If the hosting company provides a directory based site address like “http://example.com/user/site/” then it is not possible for individual users to create a separate “/robots.txt” file for their site. Validators check the correctness of the robots.txt file for possible misuse of slash symbol (/). Robots.txt tester is a free tool available in Google Search Console with the following features:
- View live robots.txt file.
- Update the file and an option to download it. (you need to upload this to your server).
- Submit updated file to Google.
- Test any URL is blocked or allowed for Googlebot, Google-News and Google-Image.
Using for Security
Robots.txt file of a website can be viewed in the web browser as “http://www.yoursitename.com/robots.txt” though the file is not displayed to the users in the site’s navigation menu and in the XML Sitemap. This means anyone can view the file publicly and try to open the disallowed content.

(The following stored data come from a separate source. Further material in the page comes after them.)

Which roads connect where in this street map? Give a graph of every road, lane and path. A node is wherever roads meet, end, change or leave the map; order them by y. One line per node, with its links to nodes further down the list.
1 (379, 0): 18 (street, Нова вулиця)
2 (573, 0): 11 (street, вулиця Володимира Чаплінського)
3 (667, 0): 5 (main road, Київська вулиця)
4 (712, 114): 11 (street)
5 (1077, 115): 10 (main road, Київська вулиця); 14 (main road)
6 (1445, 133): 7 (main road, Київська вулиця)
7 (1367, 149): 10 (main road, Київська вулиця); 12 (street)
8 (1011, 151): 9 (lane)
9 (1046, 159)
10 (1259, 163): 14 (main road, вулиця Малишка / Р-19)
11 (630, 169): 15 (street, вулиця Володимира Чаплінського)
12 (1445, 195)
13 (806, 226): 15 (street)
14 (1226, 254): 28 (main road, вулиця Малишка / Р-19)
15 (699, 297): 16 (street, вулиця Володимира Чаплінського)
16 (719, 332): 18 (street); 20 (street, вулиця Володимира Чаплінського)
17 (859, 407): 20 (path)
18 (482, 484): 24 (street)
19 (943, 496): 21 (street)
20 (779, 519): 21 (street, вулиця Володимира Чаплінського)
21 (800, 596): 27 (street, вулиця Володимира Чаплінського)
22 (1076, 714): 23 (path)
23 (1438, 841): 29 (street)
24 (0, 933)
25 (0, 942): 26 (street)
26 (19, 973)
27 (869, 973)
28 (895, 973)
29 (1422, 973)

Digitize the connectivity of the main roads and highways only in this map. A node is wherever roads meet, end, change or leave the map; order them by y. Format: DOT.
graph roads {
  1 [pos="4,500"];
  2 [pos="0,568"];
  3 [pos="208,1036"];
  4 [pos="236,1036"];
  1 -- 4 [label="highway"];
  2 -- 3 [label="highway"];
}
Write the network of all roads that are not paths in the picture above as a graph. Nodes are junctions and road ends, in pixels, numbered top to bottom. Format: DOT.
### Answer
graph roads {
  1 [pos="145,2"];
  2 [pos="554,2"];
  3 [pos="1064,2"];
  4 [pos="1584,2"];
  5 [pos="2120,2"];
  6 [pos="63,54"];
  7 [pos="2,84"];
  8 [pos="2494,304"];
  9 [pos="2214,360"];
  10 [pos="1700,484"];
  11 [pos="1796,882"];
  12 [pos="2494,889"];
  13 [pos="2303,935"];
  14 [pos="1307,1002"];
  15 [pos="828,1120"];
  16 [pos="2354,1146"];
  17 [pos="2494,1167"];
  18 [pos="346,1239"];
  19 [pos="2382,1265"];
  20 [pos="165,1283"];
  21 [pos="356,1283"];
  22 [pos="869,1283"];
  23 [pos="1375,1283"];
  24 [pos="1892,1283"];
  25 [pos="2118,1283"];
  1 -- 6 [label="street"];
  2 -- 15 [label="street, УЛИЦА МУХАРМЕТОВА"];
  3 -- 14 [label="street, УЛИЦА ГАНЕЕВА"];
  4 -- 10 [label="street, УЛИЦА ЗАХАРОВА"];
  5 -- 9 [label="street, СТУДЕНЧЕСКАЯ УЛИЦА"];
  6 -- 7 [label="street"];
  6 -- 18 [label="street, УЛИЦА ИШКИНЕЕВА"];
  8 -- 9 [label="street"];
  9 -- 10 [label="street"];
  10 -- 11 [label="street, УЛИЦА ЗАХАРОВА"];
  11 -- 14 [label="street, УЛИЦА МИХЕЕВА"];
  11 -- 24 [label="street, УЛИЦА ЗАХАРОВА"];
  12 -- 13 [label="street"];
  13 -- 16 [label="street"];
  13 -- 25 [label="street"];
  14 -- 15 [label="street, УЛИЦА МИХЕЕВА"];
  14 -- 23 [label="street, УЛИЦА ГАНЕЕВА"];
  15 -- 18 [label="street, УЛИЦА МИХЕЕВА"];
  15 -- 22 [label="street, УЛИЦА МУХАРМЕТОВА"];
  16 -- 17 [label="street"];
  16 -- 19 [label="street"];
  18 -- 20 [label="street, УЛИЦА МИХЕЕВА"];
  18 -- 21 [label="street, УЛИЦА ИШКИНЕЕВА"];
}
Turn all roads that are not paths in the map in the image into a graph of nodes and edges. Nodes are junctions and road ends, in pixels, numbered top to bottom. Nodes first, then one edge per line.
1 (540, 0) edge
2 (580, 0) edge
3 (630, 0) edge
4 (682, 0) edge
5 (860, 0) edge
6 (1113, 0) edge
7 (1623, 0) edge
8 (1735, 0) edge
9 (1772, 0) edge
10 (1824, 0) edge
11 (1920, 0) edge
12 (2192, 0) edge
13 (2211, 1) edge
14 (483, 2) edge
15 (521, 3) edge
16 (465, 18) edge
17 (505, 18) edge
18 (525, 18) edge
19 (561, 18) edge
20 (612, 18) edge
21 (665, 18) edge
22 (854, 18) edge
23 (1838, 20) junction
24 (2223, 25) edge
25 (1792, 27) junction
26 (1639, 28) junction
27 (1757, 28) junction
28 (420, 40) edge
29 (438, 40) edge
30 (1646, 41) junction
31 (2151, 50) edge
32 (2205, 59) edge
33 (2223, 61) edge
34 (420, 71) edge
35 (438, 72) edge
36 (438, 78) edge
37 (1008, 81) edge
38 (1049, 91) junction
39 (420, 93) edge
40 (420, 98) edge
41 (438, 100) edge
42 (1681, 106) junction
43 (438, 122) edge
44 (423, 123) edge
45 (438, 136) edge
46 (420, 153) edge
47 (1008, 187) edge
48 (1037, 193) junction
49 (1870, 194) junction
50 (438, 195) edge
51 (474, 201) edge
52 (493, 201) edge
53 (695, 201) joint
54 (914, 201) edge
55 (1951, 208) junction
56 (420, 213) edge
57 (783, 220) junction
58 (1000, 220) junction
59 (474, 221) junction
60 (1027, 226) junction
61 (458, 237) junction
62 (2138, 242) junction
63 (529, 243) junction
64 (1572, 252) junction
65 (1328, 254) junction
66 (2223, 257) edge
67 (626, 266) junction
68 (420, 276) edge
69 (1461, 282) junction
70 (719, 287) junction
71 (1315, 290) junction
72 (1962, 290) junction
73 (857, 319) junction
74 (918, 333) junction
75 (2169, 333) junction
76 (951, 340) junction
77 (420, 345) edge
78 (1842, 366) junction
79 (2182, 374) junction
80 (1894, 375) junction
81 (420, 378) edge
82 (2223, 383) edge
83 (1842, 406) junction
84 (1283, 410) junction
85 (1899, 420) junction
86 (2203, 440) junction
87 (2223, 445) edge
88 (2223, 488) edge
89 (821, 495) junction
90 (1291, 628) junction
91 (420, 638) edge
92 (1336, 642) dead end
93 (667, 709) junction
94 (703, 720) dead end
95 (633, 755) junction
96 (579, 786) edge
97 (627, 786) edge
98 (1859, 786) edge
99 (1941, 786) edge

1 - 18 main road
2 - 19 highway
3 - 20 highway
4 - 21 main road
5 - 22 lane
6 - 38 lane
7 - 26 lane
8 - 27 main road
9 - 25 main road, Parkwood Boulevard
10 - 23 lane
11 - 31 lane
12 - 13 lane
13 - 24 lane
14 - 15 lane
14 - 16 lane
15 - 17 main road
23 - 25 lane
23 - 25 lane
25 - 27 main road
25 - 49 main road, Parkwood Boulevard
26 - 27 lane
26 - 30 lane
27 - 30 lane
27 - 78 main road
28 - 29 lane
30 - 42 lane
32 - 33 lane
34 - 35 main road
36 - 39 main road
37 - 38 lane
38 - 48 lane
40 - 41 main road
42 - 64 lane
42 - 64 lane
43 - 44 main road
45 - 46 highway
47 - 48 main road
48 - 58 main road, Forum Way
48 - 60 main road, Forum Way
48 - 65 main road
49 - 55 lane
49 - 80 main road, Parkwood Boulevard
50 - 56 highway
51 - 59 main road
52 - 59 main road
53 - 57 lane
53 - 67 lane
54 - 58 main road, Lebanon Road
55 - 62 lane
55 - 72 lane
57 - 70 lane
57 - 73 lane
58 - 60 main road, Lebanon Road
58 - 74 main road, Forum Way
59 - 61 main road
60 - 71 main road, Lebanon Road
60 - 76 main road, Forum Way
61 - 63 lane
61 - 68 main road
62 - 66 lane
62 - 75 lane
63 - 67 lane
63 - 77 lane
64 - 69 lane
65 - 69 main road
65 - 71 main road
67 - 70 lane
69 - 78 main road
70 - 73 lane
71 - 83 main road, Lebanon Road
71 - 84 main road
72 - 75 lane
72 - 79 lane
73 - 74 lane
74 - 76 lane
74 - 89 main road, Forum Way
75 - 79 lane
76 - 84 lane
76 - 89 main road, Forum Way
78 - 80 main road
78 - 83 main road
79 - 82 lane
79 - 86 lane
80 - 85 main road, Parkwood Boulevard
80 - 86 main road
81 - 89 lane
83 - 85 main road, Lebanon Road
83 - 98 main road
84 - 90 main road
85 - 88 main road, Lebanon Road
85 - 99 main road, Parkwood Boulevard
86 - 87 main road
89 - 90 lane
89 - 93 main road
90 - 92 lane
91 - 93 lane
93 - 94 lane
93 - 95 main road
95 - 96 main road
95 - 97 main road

Due to this public visibility, we don’t recommend restricting individual pages on a site using robots.txt, instead it is a better option to restrict the directory. This makes it difficult to guess what could be the URLs inside the directory.
Moreover, it is not mandatory for bots to obey robots.txt file and there are plenty of spam bots which will still crawl the content of the blocked sites. If you want to block the content from search engines then the best thing is to restrict the access in server by adding login and necessary authorization.
Robots Meta Tag and rel=”Nofollow”
In addition to robots.txt file, you can restrict the content using meta robots tags. Webmasters generally confuse with robots.txt file, robots meta tags and rel=”nofollow” link attribute. Here is a short explanation of what will happen when you block a webpage:
Search engine crawlers will not go to the page and stop after reading robots.txt file. Still search results will the show page as a link in search results with no description. Sometimes you will see a messages like “We would like to show you a description here but the site won’t allow us” in Bing and “A description for this result is not available because of this site’s robots.txt” in Google.
By Robots Meta Tag
Crawlers will access the page and find meta robots tag when crawling. When search engine crawler found “noindex” attribute on a page then it will not index the page and show in search results. Similarly, if the crawler found “nofollow” attribute then it will not follow the links on that page.
Note: If a page is blocked by both robots.txt and meta robots tag then the robots.txt file will take precedence since it is read before crawler requests the page from the server.
This is used in HTML anchor tag <a> to inform crawlers not to follow the links in the page for considering ranking in the search results. Search engine crawlers will still crawl the page content, index and show it in the search results as normal.